Write out the records that follow with every word intact.

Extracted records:
===

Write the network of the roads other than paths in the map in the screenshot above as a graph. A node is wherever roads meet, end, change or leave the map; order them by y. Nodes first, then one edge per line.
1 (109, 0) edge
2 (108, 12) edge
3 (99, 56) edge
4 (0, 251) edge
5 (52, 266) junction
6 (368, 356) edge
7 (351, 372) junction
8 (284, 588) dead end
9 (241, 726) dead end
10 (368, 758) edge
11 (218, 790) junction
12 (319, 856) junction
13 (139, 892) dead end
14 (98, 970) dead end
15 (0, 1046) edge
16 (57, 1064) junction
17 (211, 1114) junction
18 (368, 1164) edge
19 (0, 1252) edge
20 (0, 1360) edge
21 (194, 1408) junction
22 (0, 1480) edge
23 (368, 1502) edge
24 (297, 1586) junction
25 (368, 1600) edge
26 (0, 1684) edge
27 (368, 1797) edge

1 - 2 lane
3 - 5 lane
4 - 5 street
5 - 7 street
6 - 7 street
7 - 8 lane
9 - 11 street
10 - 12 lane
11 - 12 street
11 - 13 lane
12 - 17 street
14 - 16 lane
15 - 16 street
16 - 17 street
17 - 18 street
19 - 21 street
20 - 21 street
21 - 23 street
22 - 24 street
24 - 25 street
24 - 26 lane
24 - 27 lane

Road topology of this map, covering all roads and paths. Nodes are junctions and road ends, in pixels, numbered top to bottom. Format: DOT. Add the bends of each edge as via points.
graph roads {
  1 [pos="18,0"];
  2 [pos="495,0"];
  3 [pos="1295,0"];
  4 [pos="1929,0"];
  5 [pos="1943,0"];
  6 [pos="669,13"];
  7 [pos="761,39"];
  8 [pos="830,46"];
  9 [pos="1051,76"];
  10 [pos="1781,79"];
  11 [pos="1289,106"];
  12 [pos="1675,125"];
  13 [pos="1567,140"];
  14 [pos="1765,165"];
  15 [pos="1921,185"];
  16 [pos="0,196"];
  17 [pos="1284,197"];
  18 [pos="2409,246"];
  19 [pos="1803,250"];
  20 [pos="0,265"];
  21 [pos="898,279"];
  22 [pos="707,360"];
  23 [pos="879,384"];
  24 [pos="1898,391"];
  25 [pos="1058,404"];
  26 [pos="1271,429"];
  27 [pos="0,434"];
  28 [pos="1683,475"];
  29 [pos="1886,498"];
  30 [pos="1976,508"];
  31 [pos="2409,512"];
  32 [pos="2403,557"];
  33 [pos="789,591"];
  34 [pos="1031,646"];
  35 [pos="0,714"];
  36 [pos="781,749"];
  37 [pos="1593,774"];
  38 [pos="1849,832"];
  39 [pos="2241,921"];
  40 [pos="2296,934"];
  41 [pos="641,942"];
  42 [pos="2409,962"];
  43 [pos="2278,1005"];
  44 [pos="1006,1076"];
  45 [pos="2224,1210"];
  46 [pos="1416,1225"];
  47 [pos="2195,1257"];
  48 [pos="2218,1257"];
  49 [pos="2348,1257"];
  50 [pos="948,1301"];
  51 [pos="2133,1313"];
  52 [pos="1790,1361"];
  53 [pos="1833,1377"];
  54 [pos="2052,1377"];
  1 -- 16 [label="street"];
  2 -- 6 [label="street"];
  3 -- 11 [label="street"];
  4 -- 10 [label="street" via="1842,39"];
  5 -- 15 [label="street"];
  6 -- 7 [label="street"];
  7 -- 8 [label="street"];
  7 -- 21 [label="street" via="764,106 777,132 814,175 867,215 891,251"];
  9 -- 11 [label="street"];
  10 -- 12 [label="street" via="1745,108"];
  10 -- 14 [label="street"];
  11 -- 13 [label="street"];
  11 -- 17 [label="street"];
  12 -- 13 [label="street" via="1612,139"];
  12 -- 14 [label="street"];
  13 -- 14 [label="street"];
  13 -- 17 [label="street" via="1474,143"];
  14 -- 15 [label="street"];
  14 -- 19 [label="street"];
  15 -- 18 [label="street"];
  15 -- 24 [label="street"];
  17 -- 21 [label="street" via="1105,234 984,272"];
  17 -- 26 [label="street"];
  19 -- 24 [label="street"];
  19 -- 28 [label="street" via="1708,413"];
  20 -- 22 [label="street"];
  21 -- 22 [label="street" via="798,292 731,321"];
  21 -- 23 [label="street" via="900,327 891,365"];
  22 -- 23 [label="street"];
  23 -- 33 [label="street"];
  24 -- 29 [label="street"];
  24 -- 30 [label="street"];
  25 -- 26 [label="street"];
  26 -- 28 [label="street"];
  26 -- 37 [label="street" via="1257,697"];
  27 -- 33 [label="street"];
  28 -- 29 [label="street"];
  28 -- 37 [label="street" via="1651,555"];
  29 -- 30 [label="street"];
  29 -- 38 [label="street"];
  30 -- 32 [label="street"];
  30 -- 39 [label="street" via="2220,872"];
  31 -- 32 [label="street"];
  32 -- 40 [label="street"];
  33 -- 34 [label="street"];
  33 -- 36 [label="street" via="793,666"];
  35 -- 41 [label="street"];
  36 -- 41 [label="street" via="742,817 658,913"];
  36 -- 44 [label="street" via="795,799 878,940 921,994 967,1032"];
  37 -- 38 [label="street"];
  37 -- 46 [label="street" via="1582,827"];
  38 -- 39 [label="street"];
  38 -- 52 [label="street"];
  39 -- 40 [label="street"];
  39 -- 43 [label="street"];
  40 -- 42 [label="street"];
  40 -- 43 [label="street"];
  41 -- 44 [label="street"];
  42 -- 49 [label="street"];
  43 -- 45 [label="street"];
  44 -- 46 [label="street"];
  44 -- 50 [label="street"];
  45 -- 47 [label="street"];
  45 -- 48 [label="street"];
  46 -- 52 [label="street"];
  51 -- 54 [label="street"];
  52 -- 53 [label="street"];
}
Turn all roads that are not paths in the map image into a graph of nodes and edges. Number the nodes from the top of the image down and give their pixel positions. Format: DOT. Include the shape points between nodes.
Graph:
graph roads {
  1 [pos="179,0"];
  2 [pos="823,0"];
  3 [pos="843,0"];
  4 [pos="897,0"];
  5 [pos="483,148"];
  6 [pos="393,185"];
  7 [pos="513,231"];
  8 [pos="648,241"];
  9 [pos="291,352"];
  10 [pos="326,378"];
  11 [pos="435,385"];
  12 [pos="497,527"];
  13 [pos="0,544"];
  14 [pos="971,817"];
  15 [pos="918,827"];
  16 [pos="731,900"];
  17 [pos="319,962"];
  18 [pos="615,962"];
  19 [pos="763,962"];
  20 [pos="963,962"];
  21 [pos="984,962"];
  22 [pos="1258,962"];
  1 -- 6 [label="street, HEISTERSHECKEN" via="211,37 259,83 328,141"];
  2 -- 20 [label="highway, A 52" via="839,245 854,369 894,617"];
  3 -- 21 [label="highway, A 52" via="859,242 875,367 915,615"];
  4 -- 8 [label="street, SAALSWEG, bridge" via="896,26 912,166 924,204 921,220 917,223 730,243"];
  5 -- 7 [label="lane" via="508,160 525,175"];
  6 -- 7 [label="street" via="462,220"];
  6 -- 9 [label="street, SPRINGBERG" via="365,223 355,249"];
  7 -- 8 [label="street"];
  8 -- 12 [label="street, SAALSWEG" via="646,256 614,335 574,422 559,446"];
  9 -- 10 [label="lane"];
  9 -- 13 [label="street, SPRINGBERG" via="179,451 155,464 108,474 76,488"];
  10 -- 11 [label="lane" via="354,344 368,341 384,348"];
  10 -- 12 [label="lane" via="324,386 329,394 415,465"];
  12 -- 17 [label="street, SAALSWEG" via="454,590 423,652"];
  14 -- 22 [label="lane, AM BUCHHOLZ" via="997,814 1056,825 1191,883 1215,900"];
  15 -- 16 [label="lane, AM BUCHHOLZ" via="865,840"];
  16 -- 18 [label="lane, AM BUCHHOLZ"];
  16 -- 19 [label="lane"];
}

===

Result for this exercise:
Write the network of the roads other than paths in the map in the screenshot above as a graph. A node is wherever roads meet, end, change or leave the map; order them by y. Nodes first, then one edge per line.
1 (109, 0) edge
2 (108, 12) edge
3 (99, 56) edge
4 (0, 251) edge
5 (52, 266) junction
6 (368, 356) edge
7 (351, 372) junction
8 (284, 588) dead end
9 (241, 726) dead end
10 (368, 758) edge
11 (218, 790) junction
12 (319, 856) junction
13 (139, 892) dead end
14 (98, 970) dead end
15 (0, 1046) edge
16 (57, 1064) junction
17 (211, 1114) junction
18 (368, 1164) edge
19 (0, 1252) edge
20 (0, 1360) edge
21 (194, 1408) junction
22 (0, 1480) edge
23 (368, 1502) edge
24 (297, 1586) junction
25 (368, 1600) edge
26 (0, 1684) edge
27 (368, 1797) edge

1 - 2 lane
3 - 5 lane
4 - 5 street
5 - 7 street
6 - 7 street
7 - 8 lane
9 - 11 street
10 - 12 lane
11 - 12 street
11 - 13 lane
12 - 17 street
14 - 16 lane
15 - 16 street
16 - 17 street
17 - 18 street
19 - 21 street
20 - 21 street
21 - 23 street
22 - 24 street
24 - 25 street
24 - 26 lane
24 - 27 lane

Road topology of this map, covering all roads and paths. Nodes are junctions and road ends, in pixels, numbered top to bottom. Format: DOT. Add the bends of each edge as via points.
graph roads {
  1 [pos="18,0"];
  2 [pos="495,0"];
  3 [pos="1295,0"];
  4 [pos="1929,0"];
  5 [pos="1943,0"];
  6 [pos="669,13"];
  7 [pos="761,39"];
  8 [pos="830,46"];
  9 [pos="1051,76"];
  10 [pos="1781,79"];
  11 [pos="1289,106"];
  12 [pos="1675,125"];
  13 [pos="1567,140"];
  14 [pos="1765,165"];
  15 [pos="1921,185"];
  16 [pos="0,196"];
  17 [pos="1284,197"];
  18 [pos="2409,246"];
  19 [pos="1803,250"];
  20 [pos="0,265"];
  21 [pos="898,279"];
  22 [pos="707,360"];
  23 [pos="879,384"];
  24 [pos="1898,391"];
  25 [pos="1058,404"];
  26 [pos="1271,429"];
  27 [pos="0,434"];
  28 [pos="1683,475"];
  29 [pos="1886,498"];
  30 [pos="1976,508"];
  31 [pos="2409,512"];
  32 [pos="2403,557"];
  33 [pos="789,591"];
  34 [pos="1031,646"];
  35 [pos="0,714"];
  36 [pos="781,749"];
  37 [pos="1593,774"];
  38 [pos="1849,832"];
  39 [pos="2241,921"];
  40 [pos="2296,934"];
  41 [pos="641,942"];
  42 [pos="2409,962"];
  43 [pos="2278,1005"];
  44 [pos="1006,1076"];
  45 [pos="2224,1210"];
  46 [pos="1416,1225"];
  47 [pos="2195,1257"];
  48 [pos="2218,1257"];
  49 [pos="2348,1257"];
  50 [pos="948,1301"];
  51 [pos="2133,1313"];
  52 [pos="1790,1361"];
  53 [pos="1833,1377"];
  54 [pos="2052,1377"];
  1 -- 16 [label="street"];
  2 -- 6 [label="street"];
  3 -- 11 [label="street"];
  4 -- 10 [label="street" via="1842,39"];
  5 -- 15 [label="street"];
  6 -- 7 [label="street"];
  7 -- 8 [label="street"];
  7 -- 21 [label="street" via="764,106 777,132 814,175 867,215 891,251"];
  9 -- 11 [label="street"];
  10 -- 12 [label="street" via="1745,108"];
  10 -- 14 [label="street"];
  11 -- 13 [label="street"];
  11 -- 17 [label="street"];
  12 -- 13 [label="street" via="1612,139"];
  12 -- 14 [label="street"];
  13 -- 14 [label="street"];
  13 -- 17 [label="street" via="1474,143"];
  14 -- 15 [label="street"];
  14 -- 19 [label="street"];
  15 -- 18 [label="street"];
  15 -- 24 [label="street"];
  17 -- 21 [label="street" via="1105,234 984,272"];
  17 -- 26 [label="street"];
  19 -- 24 [label="street"];
  19 -- 28 [label="street" via="1708,413"];
  20 -- 22 [label="street"];
  21 -- 22 [label="street" via="798,292 731,321"];
  21 -- 23 [label="street" via="900,327 891,365"];
  22 -- 23 [label="street"];
  23 -- 33 [label="street"];
  24 -- 29 [label="street"];
  24 -- 30 [label="street"];
  25 -- 26 [label="street"];
  26 -- 28 [label="street"];
  26 -- 37 [label="street" via="1257,697"];
  27 -- 33 [label="street"];
  28 -- 29 [label="street"];
  28 -- 37 [label="street" via="1651,555"];
  29 -- 30 [label="street"];
  29 -- 38 [label="street"];
  30 -- 32 [label="street"];
  30 -- 39 [label="street" via="2220,872"];
  31 -- 32 [label="street"];
  32 -- 40 [label="street"];
  33 -- 34 [label="street"];
  33 -- 36 [label="street" via="793,666"];
  35 -- 41 [label="street"];
  36 -- 41 [label="street" via="742,817 658,913"];
  36 -- 44 [label="street" via="795,799 878,940 921,994 967,1032"];
  37 -- 38 [label="street"];
  37 -- 46 [label="street" via="1582,827"];
  38 -- 39 [label="street"];
  38 -- 52 [label="street"];
  39 -- 40 [label="street"];
  39 -- 43 [label="street"];
  40 -- 42 [label="street"];
  40 -- 43 [label="street"];
  41 -- 44 [label="street"];
  42 -- 49 [label="street"];
  43 -- 45 [label="street"];
  44 -- 46 [label="street"];
  44 -- 50 [label="street"];
  45 -- 47 [label="street"];
  45 -- 48 [label="street"];
  46 -- 52 [label="street"];
  51 -- 54 [label="street"];
  52 -- 53 [label="street"];
}
Turn all roads that are not paths in the map image into a graph of nodes and edges. Number the nodes from the top of the image down and give their pixel positions. Format: DOT. Include the shape points between nodes.
Graph:
graph roads {
  1 [pos="179,0"];
  2 [pos="823,0"];
  3 [pos="843,0"];
  4 [pos="897,0"];
  5 [pos="483,148"];
  6 [pos="393,185"];
  7 [pos="513,231"];
  8 [pos="648,241"];
  9 [pos="291,352"];
  10 [pos="326,378"];
  11 [pos="435,385"];
  12 [pos="497,527"];
  13 [pos="0,544"];
  14 [pos="971,817"];
  15 [pos="918,827"];
  16 [pos="731,900"];
  17 [pos="319,962"];
  18 [pos="615,962"];
  19 [pos="763,962"];
  20 [pos="963,962"];
  21 [pos="984,962"];
  22 [pos="1258,962"];
  1 -- 6 [label="street, HEISTERSHECKEN" via="211,37 259,83 328,141"];
  2 -- 20 [label="highway, A 52" via="839,245 854,369 894,617"];
  3 -- 21 [label="highway, A 52" via="859,242 875,367 915,615"];
  4 -- 8 [label="street, SAALSWEG, bridge" via="896,26 912,166 924,204 921,220 917,223 730,243"];
  5 -- 7 [label="lane" via="508,160 525,175"];
  6 -- 7 [label="street" via="462,220"];
  6 -- 9 [label="street, SPRINGBERG" via="365,223 355,249"];
  7 -- 8 [label="street"];
  8 -- 12 [label="street, SAALSWEG" via="646,256 614,335 574,422 559,446"];
  9 -- 10 [label="lane"];
  9 -- 13 [label="street, SPRINGBERG" via="179,451 155,464 108,474 76,488"];
  10 -- 11 [label="lane" via="354,344 368,341 384,348"];
  10 -- 12 [label="lane" via="324,386 329,394 415,465"];
  12 -- 17 [label="street, SAALSWEG" via="454,590 423,652"];
  14 -- 22 [label="lane, AM BUCHHOLZ" via="997,814 1056,825 1191,883 1215,900"];
  15 -- 16 [label="lane, AM BUCHHOLZ" via="865,840"];
  16 -- 18 [label="lane, AM BUCHHOLZ"];
  16 -- 19 [label="lane"];
}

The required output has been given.